In the records that follow, how many lines contain the word "pixel"? Give only that figure.

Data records
·····
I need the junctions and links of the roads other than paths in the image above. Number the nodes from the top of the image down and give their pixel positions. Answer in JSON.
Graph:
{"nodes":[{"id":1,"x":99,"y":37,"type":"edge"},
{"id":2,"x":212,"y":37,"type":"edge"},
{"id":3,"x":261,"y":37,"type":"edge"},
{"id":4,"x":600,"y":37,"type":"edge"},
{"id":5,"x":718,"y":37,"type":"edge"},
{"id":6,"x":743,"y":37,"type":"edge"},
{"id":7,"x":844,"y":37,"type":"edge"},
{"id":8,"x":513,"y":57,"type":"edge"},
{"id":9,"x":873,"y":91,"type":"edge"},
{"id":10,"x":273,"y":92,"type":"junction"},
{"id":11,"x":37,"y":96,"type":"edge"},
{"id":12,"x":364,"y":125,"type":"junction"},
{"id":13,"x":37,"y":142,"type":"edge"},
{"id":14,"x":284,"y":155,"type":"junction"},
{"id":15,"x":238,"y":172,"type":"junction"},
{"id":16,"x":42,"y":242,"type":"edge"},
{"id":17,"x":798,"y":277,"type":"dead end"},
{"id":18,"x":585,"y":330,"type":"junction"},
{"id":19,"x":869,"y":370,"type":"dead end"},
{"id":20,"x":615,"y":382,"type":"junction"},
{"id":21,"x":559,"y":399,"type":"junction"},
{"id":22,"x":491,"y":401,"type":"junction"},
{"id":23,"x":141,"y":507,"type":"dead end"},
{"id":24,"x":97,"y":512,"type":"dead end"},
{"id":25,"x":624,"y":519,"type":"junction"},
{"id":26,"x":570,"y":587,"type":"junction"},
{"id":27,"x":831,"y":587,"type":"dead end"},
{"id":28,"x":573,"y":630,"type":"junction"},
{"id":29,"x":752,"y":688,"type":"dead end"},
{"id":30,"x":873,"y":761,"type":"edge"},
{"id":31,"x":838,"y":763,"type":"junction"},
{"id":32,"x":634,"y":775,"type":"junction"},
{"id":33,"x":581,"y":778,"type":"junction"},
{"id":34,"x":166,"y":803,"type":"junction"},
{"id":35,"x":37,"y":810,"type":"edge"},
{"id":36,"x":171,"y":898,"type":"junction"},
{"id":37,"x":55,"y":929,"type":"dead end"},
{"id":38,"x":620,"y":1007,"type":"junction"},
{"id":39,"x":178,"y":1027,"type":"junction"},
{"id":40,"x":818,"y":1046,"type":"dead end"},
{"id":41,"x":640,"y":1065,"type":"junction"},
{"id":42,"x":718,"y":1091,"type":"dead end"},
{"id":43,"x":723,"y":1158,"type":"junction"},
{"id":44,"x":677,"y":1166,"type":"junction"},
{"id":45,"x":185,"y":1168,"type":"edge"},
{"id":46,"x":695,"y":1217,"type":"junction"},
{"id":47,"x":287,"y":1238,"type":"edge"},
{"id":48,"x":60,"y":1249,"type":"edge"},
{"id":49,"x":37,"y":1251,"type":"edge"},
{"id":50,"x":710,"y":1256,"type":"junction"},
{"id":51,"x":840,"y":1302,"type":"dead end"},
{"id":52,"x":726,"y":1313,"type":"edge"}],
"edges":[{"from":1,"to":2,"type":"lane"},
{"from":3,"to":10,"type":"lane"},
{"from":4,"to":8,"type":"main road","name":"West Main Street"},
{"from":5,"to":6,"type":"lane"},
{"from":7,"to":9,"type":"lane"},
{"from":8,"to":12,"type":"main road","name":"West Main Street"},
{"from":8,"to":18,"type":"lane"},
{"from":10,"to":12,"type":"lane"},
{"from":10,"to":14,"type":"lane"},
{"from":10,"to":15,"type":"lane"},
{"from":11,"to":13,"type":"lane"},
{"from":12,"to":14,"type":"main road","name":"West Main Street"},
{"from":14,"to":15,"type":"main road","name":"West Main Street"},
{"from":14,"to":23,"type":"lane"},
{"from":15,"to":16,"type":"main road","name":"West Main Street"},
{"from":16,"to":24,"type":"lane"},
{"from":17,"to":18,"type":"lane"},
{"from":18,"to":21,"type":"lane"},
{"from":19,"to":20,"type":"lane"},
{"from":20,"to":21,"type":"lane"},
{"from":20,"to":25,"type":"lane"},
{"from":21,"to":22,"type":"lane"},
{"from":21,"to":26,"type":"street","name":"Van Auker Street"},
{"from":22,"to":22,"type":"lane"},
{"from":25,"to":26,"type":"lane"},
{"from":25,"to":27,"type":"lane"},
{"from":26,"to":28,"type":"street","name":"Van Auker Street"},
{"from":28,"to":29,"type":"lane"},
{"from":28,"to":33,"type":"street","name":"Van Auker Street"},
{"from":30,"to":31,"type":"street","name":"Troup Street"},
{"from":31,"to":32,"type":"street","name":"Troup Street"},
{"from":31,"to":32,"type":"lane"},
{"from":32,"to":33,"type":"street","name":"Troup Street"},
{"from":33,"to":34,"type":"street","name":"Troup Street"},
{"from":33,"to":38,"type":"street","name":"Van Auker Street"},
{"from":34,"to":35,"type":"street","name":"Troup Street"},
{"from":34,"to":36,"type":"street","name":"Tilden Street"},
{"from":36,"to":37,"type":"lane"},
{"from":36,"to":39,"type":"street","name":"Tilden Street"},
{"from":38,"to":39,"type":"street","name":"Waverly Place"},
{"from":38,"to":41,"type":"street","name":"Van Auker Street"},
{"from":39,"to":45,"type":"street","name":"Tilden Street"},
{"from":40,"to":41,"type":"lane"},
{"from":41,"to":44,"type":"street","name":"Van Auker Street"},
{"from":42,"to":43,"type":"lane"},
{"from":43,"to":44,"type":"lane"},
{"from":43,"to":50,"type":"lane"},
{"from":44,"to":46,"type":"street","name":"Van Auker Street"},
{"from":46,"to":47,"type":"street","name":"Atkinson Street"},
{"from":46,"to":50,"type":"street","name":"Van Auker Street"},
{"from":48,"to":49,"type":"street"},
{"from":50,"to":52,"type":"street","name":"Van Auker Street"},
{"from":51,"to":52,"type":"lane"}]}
·····
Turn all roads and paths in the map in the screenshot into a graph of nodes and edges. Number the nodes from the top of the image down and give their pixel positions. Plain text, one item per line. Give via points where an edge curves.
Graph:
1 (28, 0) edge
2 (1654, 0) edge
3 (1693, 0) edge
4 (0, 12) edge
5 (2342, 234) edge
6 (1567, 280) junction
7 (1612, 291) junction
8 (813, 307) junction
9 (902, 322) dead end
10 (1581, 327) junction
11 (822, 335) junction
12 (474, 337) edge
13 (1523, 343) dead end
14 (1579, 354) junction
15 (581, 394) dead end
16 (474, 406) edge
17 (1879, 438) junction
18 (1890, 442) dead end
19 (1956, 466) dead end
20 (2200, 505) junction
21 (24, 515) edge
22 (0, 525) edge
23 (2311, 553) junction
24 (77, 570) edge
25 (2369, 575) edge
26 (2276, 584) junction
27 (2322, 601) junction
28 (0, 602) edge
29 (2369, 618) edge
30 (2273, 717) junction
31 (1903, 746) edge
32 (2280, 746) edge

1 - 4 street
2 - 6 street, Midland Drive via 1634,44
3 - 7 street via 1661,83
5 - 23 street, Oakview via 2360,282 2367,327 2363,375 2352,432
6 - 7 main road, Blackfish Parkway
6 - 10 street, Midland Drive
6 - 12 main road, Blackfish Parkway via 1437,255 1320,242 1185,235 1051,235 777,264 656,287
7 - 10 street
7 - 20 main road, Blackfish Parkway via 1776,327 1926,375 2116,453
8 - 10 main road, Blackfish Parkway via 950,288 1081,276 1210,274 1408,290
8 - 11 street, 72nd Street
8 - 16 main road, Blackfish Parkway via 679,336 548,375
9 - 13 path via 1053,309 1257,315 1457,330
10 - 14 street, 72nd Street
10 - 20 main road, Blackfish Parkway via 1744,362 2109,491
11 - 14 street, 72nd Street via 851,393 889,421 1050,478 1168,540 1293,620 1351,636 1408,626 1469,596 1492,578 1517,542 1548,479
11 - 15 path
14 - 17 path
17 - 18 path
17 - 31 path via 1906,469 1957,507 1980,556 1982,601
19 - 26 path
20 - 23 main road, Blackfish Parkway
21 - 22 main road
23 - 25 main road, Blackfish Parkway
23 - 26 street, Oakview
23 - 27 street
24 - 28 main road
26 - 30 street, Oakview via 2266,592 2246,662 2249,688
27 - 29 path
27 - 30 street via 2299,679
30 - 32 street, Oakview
·····
▸ **Task output**:
2